Exercise description: Take the entries that follow and return exactly the lines from the one holding "pinky pip: (596, 267)" through the one holding "middle pip: (594, 168)", both included. Nothing else is needed.

Data for the task:
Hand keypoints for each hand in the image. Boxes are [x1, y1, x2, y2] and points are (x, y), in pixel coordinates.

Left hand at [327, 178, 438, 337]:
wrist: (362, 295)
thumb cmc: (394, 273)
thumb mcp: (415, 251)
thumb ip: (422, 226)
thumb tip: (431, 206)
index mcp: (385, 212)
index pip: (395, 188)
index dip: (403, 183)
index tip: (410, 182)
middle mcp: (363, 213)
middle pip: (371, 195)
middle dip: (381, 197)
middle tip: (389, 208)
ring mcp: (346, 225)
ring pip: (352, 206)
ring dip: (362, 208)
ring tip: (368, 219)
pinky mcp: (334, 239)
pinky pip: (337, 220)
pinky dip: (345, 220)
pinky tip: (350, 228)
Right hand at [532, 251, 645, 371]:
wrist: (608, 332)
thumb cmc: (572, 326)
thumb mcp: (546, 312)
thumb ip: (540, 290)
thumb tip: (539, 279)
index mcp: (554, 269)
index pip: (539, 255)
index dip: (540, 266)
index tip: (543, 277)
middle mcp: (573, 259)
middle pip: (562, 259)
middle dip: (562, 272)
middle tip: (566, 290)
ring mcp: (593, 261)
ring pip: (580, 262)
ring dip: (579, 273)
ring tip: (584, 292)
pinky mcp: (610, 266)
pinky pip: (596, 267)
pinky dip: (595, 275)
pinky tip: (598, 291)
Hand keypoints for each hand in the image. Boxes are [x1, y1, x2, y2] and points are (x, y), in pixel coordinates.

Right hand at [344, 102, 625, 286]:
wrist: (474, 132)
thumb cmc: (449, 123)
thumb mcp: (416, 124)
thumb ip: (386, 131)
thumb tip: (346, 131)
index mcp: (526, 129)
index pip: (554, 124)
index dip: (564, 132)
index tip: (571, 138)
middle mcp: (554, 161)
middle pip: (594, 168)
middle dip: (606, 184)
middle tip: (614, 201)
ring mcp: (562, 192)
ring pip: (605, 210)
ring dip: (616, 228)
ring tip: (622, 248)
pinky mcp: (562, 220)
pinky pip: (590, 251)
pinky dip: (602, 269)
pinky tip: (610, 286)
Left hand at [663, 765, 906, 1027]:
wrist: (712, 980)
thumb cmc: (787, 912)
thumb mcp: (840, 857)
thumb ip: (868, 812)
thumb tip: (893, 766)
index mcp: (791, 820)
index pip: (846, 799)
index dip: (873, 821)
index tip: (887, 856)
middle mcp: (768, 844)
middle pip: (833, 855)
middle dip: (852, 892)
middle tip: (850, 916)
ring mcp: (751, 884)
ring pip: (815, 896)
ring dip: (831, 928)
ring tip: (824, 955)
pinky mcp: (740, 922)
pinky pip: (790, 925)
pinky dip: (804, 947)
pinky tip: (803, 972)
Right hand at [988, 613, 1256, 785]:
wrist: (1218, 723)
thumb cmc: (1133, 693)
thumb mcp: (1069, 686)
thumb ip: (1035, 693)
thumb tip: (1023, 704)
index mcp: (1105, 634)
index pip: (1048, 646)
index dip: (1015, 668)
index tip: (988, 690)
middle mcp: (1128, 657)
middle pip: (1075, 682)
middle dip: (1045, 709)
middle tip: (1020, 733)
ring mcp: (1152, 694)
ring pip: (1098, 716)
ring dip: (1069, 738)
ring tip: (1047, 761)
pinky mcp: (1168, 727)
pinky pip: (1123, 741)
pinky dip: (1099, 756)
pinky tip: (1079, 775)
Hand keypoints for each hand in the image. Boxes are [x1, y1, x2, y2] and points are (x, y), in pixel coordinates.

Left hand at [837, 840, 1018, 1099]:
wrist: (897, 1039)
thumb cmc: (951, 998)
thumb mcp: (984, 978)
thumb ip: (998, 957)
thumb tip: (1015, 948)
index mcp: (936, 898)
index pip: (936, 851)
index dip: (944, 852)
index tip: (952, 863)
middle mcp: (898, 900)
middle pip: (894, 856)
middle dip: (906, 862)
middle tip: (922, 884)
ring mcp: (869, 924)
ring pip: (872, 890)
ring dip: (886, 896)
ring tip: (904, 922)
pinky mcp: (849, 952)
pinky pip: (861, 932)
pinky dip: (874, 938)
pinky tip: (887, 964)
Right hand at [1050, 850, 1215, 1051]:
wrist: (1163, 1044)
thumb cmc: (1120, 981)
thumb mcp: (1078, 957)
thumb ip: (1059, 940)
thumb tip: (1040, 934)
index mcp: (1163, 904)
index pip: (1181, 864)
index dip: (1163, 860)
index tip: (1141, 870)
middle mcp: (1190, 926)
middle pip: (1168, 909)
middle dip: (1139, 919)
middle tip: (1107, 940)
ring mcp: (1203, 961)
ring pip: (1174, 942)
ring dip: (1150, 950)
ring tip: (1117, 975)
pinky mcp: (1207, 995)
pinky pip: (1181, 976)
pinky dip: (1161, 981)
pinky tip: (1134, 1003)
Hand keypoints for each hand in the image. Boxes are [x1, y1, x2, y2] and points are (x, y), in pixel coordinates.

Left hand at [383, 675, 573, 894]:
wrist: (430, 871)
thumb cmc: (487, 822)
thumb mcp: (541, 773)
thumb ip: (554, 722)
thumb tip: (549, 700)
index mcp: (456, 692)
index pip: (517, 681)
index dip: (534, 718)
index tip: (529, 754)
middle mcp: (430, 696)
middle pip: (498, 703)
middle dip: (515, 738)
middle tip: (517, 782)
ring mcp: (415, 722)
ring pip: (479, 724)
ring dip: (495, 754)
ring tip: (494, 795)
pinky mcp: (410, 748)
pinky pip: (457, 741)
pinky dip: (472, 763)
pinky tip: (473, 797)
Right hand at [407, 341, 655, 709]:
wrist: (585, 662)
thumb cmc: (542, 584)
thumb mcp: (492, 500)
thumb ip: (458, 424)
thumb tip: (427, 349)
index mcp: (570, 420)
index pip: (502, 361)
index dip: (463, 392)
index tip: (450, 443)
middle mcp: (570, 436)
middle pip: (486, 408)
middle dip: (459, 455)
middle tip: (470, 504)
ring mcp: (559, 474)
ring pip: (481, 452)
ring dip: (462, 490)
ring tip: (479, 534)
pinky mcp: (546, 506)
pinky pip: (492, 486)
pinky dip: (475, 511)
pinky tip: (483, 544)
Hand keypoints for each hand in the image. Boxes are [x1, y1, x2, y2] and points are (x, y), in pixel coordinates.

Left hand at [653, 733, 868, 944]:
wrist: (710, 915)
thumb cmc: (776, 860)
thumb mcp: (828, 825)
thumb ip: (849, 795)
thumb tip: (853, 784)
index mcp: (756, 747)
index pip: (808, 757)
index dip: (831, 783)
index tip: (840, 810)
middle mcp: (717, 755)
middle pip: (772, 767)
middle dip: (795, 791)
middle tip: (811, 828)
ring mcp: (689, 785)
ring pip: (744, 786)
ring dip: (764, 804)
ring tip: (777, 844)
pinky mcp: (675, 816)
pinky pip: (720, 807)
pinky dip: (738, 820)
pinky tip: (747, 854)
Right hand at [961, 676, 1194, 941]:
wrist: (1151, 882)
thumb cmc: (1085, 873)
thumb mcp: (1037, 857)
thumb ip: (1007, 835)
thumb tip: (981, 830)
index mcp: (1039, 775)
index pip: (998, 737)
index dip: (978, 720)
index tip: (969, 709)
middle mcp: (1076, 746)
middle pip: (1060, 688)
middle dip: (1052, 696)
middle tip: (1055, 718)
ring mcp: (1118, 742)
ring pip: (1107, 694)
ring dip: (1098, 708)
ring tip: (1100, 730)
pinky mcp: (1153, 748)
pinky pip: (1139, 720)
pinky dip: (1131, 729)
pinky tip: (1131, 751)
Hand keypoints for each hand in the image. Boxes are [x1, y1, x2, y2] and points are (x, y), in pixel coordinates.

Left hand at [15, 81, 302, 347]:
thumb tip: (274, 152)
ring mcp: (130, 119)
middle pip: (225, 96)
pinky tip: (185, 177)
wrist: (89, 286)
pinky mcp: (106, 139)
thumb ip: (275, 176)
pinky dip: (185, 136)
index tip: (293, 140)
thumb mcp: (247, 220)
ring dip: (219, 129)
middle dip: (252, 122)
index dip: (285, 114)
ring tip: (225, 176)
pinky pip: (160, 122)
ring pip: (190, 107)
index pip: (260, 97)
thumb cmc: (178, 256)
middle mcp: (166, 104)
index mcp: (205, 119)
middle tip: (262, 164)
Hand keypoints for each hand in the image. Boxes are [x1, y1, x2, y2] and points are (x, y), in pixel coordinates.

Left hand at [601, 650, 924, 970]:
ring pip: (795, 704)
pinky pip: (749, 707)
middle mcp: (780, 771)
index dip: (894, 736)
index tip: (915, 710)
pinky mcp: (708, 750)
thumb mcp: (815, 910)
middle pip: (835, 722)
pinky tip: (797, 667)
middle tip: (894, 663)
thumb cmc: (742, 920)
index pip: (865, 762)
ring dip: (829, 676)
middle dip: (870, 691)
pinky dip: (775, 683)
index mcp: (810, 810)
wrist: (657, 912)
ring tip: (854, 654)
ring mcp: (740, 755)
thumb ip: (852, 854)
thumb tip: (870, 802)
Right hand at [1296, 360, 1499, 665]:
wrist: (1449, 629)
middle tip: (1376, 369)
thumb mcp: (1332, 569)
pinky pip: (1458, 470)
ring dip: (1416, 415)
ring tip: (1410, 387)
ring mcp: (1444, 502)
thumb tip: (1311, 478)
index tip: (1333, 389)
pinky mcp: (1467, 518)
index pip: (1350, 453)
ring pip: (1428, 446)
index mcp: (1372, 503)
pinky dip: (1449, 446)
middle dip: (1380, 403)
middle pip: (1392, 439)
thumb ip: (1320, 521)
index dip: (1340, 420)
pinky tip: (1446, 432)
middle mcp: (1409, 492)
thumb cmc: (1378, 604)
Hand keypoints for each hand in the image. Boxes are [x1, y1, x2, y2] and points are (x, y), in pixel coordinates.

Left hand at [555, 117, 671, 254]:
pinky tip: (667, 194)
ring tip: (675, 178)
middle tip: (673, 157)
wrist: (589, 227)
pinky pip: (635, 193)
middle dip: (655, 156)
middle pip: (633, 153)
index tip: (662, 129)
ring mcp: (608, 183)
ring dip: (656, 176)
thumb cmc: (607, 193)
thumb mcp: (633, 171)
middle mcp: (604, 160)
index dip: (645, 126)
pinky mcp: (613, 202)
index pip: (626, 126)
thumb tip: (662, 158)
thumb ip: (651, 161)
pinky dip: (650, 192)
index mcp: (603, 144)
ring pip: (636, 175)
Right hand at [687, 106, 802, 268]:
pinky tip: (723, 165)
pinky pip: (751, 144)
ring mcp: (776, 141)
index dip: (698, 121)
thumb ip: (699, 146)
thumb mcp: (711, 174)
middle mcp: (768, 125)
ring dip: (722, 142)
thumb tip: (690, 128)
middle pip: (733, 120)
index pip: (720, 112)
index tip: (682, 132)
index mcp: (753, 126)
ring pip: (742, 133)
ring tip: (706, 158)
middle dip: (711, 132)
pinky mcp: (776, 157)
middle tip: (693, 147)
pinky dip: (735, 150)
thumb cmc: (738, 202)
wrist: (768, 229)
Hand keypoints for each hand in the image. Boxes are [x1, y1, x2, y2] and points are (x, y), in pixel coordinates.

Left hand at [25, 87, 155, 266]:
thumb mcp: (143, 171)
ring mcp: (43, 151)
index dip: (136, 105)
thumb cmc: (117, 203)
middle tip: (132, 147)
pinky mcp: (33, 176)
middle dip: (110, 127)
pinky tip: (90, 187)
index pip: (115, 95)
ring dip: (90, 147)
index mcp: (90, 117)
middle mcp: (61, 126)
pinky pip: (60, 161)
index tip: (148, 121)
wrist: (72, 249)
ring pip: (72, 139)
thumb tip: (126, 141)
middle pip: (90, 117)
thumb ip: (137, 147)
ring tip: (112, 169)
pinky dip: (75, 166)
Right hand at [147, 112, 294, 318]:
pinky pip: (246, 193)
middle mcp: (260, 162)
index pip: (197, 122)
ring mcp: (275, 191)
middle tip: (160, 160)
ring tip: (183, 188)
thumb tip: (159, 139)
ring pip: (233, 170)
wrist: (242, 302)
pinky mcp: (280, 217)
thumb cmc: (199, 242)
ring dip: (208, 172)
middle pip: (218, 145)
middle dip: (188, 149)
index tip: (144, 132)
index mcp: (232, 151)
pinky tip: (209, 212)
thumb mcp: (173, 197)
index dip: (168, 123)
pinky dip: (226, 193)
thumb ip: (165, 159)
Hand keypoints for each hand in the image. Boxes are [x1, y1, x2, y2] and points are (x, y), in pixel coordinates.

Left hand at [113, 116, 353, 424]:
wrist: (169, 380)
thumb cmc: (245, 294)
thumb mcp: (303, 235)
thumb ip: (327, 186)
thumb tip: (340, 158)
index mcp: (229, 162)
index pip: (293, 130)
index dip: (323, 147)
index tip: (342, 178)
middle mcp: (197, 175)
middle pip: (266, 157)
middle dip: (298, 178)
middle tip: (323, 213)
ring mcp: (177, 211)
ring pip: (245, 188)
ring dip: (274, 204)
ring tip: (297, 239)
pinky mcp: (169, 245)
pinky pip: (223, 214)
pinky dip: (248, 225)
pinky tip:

Worked solution:
pinky pip: (596, 267)
pinky dip: (595, 275)
pinky tip: (598, 291)
Hand keypoints for each hand in the image. Boxes are [x1, y1, x2, y2] and points are (x, y), in pixel coordinates.

Right hand at [344, 102, 625, 286]:
wrist: (474, 132)
thumb cmc: (449, 123)
thumb mcp: (416, 124)
thumb ip: (386, 131)
thumb tip: (346, 131)
index mcp: (526, 129)
index pip: (554, 124)
index dip: (564, 132)
index tip: (571, 138)
middle mcp: (554, 161)
middle pip: (594, 168)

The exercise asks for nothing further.